→ **ENTRIES PROVIDED**:
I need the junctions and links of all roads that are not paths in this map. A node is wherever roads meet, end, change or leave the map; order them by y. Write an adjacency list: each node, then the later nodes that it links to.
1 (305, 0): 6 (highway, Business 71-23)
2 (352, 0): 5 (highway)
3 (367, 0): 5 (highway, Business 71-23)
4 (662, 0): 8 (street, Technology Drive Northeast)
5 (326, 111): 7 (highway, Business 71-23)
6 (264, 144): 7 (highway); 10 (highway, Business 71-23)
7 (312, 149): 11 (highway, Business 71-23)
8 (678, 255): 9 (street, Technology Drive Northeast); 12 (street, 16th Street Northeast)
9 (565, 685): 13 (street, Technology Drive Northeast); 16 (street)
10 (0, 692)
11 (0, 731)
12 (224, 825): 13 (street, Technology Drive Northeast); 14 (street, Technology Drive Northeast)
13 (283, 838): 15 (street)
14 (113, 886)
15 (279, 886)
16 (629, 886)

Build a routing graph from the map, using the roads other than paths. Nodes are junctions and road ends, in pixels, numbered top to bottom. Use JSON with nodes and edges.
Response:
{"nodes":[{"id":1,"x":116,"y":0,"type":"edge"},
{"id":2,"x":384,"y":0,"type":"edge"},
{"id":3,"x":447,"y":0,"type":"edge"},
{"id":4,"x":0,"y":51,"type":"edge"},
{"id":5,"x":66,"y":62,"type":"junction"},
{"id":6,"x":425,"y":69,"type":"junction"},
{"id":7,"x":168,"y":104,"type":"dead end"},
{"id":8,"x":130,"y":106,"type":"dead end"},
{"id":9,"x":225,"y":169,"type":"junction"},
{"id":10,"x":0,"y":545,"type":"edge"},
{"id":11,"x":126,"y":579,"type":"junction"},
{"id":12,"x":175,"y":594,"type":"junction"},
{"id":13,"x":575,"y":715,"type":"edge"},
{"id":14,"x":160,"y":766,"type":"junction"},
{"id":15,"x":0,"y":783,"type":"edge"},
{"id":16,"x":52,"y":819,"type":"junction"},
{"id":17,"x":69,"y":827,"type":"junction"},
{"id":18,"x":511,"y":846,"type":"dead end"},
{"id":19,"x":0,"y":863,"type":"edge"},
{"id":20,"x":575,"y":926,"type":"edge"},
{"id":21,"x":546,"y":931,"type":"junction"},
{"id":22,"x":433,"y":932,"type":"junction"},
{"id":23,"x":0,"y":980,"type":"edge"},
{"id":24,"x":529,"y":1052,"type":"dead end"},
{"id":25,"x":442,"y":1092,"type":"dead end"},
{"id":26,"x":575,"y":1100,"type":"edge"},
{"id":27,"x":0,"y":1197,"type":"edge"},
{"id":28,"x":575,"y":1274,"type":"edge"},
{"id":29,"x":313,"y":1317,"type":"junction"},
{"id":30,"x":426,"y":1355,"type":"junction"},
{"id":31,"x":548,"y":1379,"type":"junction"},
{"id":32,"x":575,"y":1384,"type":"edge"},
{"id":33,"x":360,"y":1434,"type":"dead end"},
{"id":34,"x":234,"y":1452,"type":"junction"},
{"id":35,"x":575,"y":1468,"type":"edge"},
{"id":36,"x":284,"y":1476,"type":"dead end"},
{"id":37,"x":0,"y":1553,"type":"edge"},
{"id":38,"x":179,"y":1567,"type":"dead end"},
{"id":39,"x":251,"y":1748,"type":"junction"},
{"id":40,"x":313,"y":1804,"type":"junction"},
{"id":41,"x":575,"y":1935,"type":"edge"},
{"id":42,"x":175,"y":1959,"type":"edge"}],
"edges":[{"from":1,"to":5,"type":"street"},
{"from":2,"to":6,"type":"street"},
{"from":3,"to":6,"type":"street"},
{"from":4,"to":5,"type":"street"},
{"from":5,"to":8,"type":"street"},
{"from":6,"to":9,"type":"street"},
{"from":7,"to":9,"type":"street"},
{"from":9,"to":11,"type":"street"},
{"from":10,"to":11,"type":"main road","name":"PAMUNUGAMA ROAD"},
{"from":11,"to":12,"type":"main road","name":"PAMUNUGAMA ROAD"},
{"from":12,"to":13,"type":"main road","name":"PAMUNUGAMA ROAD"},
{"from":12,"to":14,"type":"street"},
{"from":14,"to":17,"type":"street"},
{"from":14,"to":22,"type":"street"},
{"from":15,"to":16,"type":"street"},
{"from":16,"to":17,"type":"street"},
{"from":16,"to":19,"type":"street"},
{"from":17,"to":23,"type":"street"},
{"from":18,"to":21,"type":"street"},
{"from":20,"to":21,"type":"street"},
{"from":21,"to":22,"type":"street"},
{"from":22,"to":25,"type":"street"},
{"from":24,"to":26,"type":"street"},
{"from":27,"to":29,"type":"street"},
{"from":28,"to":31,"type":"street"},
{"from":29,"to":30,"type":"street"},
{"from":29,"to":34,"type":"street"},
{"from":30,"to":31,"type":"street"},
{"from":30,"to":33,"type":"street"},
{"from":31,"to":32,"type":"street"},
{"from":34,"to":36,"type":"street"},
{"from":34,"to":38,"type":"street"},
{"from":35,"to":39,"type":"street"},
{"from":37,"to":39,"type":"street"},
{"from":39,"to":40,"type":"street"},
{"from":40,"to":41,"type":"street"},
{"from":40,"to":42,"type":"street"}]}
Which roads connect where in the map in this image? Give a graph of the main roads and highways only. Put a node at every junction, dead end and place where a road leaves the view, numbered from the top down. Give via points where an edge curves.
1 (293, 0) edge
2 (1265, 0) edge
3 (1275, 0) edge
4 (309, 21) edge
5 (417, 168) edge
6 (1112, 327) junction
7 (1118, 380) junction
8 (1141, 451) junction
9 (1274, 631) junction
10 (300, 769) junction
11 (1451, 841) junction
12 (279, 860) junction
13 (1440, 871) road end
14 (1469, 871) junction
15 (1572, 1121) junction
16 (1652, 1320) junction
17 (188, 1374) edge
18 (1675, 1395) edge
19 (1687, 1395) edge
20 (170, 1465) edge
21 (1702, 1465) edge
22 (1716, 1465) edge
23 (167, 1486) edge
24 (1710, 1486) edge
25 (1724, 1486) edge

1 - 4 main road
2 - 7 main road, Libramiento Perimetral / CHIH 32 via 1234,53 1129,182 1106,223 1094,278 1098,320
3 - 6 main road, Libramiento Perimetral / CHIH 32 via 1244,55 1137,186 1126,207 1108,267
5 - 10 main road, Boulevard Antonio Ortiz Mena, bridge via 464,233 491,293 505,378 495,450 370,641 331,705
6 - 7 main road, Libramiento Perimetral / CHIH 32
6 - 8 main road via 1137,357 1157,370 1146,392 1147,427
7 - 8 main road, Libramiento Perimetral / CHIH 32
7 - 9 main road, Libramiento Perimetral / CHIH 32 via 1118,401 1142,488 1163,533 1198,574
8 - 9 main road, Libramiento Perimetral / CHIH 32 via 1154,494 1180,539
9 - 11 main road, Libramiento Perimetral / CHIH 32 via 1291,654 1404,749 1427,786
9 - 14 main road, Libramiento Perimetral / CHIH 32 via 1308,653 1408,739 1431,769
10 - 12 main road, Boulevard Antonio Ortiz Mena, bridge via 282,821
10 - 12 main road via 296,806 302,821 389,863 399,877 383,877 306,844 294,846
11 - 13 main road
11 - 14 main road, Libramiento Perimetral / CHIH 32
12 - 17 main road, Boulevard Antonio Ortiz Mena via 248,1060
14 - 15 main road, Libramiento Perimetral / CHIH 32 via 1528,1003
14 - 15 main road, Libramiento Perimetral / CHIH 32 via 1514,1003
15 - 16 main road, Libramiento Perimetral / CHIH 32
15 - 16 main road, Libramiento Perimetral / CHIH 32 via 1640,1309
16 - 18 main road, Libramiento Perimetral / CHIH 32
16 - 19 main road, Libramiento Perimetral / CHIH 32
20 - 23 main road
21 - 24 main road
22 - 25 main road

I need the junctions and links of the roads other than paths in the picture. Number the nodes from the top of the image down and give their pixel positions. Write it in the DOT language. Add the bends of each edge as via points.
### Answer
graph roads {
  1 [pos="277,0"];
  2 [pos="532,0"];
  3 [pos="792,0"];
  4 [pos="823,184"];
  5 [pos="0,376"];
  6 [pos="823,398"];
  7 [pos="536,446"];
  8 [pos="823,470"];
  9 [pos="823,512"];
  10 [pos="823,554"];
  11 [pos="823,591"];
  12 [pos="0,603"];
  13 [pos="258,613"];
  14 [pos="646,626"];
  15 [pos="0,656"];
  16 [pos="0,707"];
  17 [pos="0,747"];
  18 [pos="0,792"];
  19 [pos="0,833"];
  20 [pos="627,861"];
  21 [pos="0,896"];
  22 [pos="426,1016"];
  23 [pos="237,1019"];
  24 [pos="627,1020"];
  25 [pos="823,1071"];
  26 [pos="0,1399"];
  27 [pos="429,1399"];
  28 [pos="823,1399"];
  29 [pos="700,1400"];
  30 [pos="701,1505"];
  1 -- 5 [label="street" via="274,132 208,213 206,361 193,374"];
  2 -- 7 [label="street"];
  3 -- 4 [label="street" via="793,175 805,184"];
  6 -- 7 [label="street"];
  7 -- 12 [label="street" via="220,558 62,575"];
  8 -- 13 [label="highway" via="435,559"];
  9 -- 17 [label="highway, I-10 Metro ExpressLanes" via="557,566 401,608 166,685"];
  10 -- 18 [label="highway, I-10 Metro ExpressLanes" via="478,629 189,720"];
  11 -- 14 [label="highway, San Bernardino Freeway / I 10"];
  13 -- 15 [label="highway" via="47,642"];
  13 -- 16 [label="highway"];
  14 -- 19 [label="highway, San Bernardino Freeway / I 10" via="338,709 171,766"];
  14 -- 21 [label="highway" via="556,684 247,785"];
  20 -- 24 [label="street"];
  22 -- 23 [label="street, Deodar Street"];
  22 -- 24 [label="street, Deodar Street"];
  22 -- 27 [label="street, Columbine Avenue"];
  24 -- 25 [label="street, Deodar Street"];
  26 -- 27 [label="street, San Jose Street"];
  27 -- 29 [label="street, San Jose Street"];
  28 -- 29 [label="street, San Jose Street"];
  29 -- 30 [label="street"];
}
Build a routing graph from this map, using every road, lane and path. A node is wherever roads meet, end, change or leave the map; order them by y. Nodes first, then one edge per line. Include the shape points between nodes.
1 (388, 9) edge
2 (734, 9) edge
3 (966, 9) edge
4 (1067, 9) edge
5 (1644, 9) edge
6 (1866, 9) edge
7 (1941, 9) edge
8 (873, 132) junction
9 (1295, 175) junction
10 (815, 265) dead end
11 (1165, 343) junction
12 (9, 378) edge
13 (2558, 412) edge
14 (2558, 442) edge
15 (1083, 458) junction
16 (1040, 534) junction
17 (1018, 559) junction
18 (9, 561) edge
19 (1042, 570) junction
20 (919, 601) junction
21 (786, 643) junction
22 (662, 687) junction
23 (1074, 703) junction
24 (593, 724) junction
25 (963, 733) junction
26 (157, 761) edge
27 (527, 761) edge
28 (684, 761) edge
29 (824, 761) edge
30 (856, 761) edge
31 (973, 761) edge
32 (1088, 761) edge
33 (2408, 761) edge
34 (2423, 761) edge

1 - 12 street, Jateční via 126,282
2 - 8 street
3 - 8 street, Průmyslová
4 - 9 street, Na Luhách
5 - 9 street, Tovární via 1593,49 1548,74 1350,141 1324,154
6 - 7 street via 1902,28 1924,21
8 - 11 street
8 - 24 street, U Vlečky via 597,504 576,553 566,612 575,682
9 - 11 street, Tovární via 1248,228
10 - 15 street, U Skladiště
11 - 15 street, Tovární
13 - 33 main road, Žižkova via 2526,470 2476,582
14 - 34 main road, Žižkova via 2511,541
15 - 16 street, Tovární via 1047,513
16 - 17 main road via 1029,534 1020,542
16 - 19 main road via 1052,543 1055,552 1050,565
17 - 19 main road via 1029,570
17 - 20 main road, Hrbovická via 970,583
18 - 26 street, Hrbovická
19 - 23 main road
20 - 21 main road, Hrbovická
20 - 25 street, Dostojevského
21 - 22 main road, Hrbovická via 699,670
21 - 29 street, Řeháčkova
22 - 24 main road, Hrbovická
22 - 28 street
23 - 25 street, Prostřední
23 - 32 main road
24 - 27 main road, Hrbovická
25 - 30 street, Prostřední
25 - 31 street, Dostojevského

→ **PROBLEM DESCRIPTION**: Filter the records down to the lines that contain the string "Dostojevského", and copy those lines.

→ **PROBLEM SOLUTION**:
20 - 25 street, Dostojevského
25 - 31 street, Dostojevského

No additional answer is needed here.